Einstein: His Life and Universe by Walter Isaacson

This warm and intimate biography of one of the great and iconic figures of the 20th century is a must read for anyone interested in science, creativity, or simply the lives of interesting people.
I read the great biography of Einstein by Ronald Clark in the early '70s, and I enjoyed that a lot, so I was, at first, a bit hesitant to take on this work. However, every time I saw Isaacson interviewed on TV, my interest went up a notch. Finally, I gave in and bought a copy -- I am glad I did!
The personal and (almost) secret information uncovered by a treasure trove of new documents recently released by Hebrew University in Israel about his mind, life, and experiences is awe-inspiring.
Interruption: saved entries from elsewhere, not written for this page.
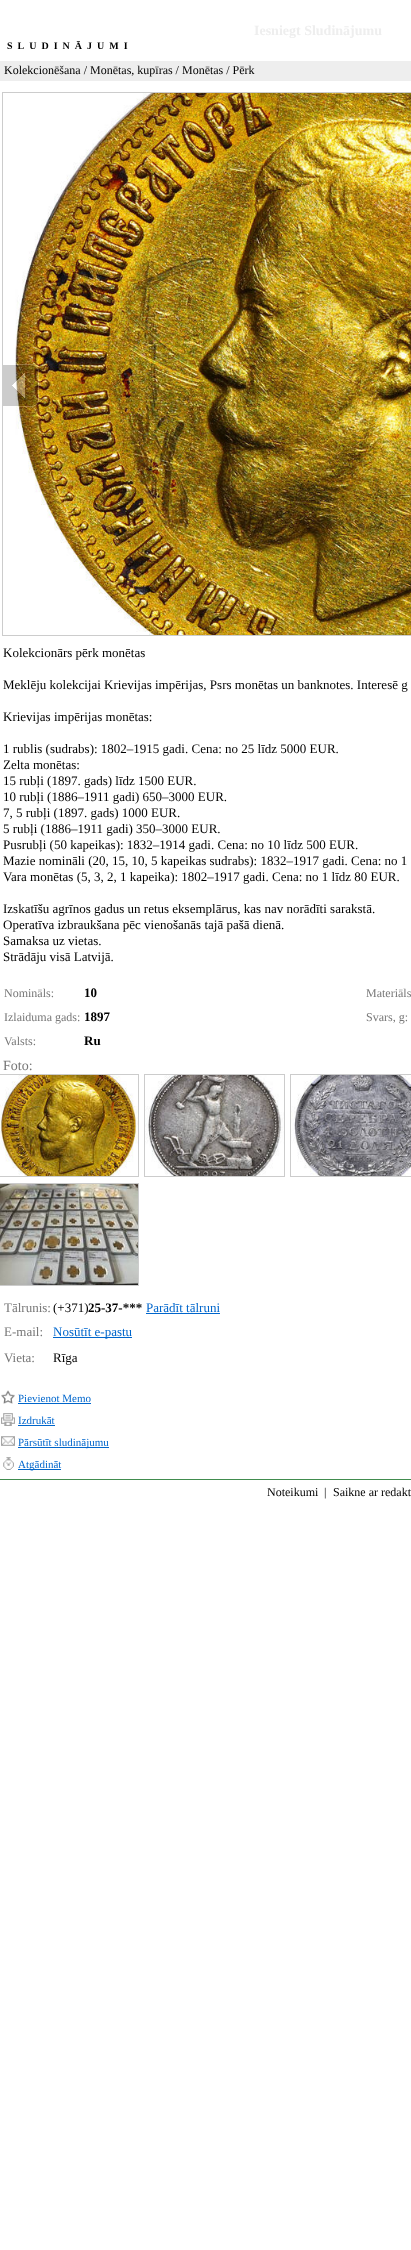 <svg xmlns="http://www.w3.org/2000/svg" xmlns:xlink="http://www.w3.org/1999/xlink" width="411" height="2250" viewBox="0 0 411 2250">
<style>
.cls-1{font:bold 14px Liberation Serif;fill:#eeeeee}
.cls-2{font:bold 10px Liberation Serif;letter-spacing:5px;fill:#000000}
.cls-3{font:12px Liberation Serif;fill:#000000}
.cls-4{font:13px Liberation Serif;fill:#000000}
.cls-5{font:12px Liberation Serif;fill:#777777}
.cls-6{font:bold 13px Liberation Serif;fill:#000000}
.cls-7{font:14px Liberation Serif;fill:#777777}
.cls-8{font:13px Liberation Serif;fill:#777777}
.cls-9{font:13px Liberation Serif;fill:#0066cc}
.cls-10{font:11px Liberation Serif;fill:#0066cc}
</style>
<rect width="100%" height="100%" fill="#ffffff"/>
<rect fill="#eeeeee" x="0" y="61" width="411" height="20"/>
<rect fill="none" stroke="#cccccc" x="2.5" y="92.5" width="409" height="543"/>
<image xlink:href="image0.png" x="15" y="93" width="396" height="542"/>
<image xlink:href="image1.png" x="3" y="364" width="36" height="43"/>
<rect fill="none" stroke="#cccccc" x="-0.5" y="1074.5" width="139" height="102"/>
<image xlink:href="image2.png" x="0" y="1075" width="138" height="101"/>
<rect fill="none" stroke="#cccccc" x="144.5" y="1074.5" width="140" height="102"/>
<image xlink:href="image3.png" x="145" y="1075" width="139" height="101"/>
<rect fill="none" stroke="#cccccc" x="290.5" y="1074.5" width="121" height="102"/>
<image xlink:href="image4.png" x="291" y="1075" width="120" height="101"/>
<rect fill="none" stroke="#cccccc" x="-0.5" y="1183.5" width="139" height="102"/>
<image xlink:href="image5.png" x="0" y="1184" width="138" height="101"/>
<rect fill="#0066cc" x="146" y="1313" width="74" height="1"/>
<rect fill="#0066cc" x="53" y="1337" width="79" height="1"/>
<image xlink:href="image6.png" x="1" y="1390" width="14" height="14"/>
<rect fill="#0066cc" x="18" y="1403" width="73" height="1"/>
<image xlink:href="image7.png" x="1" y="1413" width="14" height="13"/>
<rect fill="#0066cc" x="18" y="1425" width="37" height="1"/>
<image xlink:href="image8.png" x="1" y="1436" width="14" height="10"/>
<rect fill="#0066cc" x="18" y="1447" width="91" height="1"/>
<image xlink:href="image9.png" x="3" y="1457" width="11" height="13"/>
<rect fill="#0066cc" x="18" y="1469" width="43" height="1"/>
<rect fill="#418c4e" x="0" y="1479" width="411" height="1"/>
<text class="cls-1" x="254" y="35">Iesniegt Sludinājumu</text>
<text class="cls-2" x="7" y="49">SLUDINĀJUMI</text>
<text class="cls-3" x="4" y="74">Kolekcionēšana / Monētas, kupīras / Monētas / Pērk</text>
<text class="cls-4" x="3" y="657">Kolekcionārs pērk monētas</text>
<text class="cls-4" x="3" y="689">Meklēju kolekcijai Krievijas impērijas, Psrs monētas un banknotes. Interesē g</text>
<text class="cls-4" x="3" y="721">Krievijas impērijas monētas:</text>
<text class="cls-4"><tspan x="3" y="753">1 rublis (sudrabs): 1802–1915 gadi. Cena: no 25 līdz 5000 EUR.</tspan><tspan x="3" y="769">Zelta monētas:</tspan><tspan x="3" y="785">15 rubļi (1897. gads) līdz 1500 EUR.</tspan><tspan x="3" y="801">10 rubļi (1886–1911 gadi) 650–3000 EUR.</tspan><tspan x="3" y="817">7, 5 rubļi (1897. gads) 1000 EUR.</tspan><tspan x="3" y="833">5 rubļi (1886–1911 gadi) 350–3000 EUR.</tspan><tspan x="3" y="849">Pusrubļi (50 kapeikas): 1832–1914 gadi. Cena: no 10 līdz 500 EUR.</tspan><tspan x="3" y="865">Mazie nomināli (20, 15, 10, 5 kapeikas sudrabs): 1832–1917 gadi. Cena: no 1</tspan><tspan x="3" y="881">Vara monētas (5, 3, 2, 1 kapeika): 1802–1917 gadi. Cena: no 1 līdz 80 EUR.</tspan></text>
<text class="cls-4"><tspan x="3" y="913">Izskatīšu agrīnos gadus un retus eksemplārus, kas nav norādīti sarakstā.</tspan><tspan x="3" y="929">Operatīva izbraukšana pēc vienošanās tajā pašā dienā.</tspan><tspan x="3" y="945">Samaksa uz vietas.</tspan><tspan x="3" y="961">Strādāju visā Latvijā.</tspan></text>
<text class="cls-5" x="4" y="997">Nomināls:</text>
<text class="cls-6" x="84" y="997">10</text>
<text class="cls-5" x="4" y="1021">Izlaiduma gads:</text>
<text class="cls-6" x="84" y="1021">1897</text>
<text class="cls-5" x="4" y="1045">Valsts:</text>
<text class="cls-6" x="84" y="1045">Ru</text>
<text class="cls-5" x="366" y="997">Materiāls</text>
<text class="cls-5" x="366" y="1021">Svars, g:</text>
<text class="cls-7" x="3" y="1070">Foto:</text>
<text class="cls-8" x="4" y="1312">Tālrunis:</text>
<text class="cls-4" x="53" y="1312">(+371)</text>
<text class="cls-6" x="88" y="1312">25-37-***</text>
<text class="cls-9" x="146" y="1312">Parādīt tālruni</text>
<text class="cls-8" x="4" y="1336">E-mail:</text>
<text class="cls-9" x="53" y="1336">Nosūtīt e-pastu</text>
<text class="cls-8" x="4" y="1362">Vieta:</text>
<text class="cls-4" x="53" y="1362">Rīga</text>
<text class="cls-10" x="18" y="1402">Pievienot Memo</text>
<text class="cls-10" x="18" y="1424">Izdrukāt</text>
<text class="cls-10" x="18" y="1446">Pārsūtīt sludinājumu</text>
<text class="cls-10" x="18" y="1468">Atgādināt</text>
<text class="cls-3" x="267" y="1496">Noteikumi</text>
<text class="cls-3" x="324" y="1496">|</text>
<text class="cls-3" x="333" y="1496">Saikne ar redakt</text>
</svg>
Some of the inspirational things I learned about him include: an understanding of the quote "Imagination is more important than knowledge." Einstein's knowledge of math was limited and he frequently needed help, but his "thought experiments" formed the basis for most of his ground-breaking theories that almost single-handedly allowed him to invent the science of theoretical physics.
Another Einsteinian trait was his incredible power of concentration. He was able to juggle dense and complicated scientific concepts and simple tasks, such as occupying his infant child or walking alongside a friend and engaging in meaningless banter.
I first thought of this book as a candidate for my book club, but I am not so sure for a couple of reasons: it is long and might not appeal to those who do not enjoy reading about esoteric concepts of science. Although Isaacson's style make the latter accessible to anyone with a rudimentary knowledge of science, I can imagine it would be off-putting for many people.
I found several quotes particularly compelling. Repression of free thought was one of the social issues that engaged Einstein throughout his life. He wrote, "Any government is evil if it carries within it the tendency to deteriorate into tyranny. The danger of such deterioration is more acute in a country in which the government has authority not only over the armed forces but also every channel of education and information as well as over the existence of every single citizen" (Isaacson 497).
Another: "...unrestrained capitalism produced great disparities of wealth, cycles of boom and depression, and festering levels of unemployment. The system encouraged selfishness instead of cooperation, and acquiring wealth rather than serving others. People were educated for careers rather than for a love of work and creativity. And political parties became corrupted by political contributions from owners of great capital" (Isaacson 504).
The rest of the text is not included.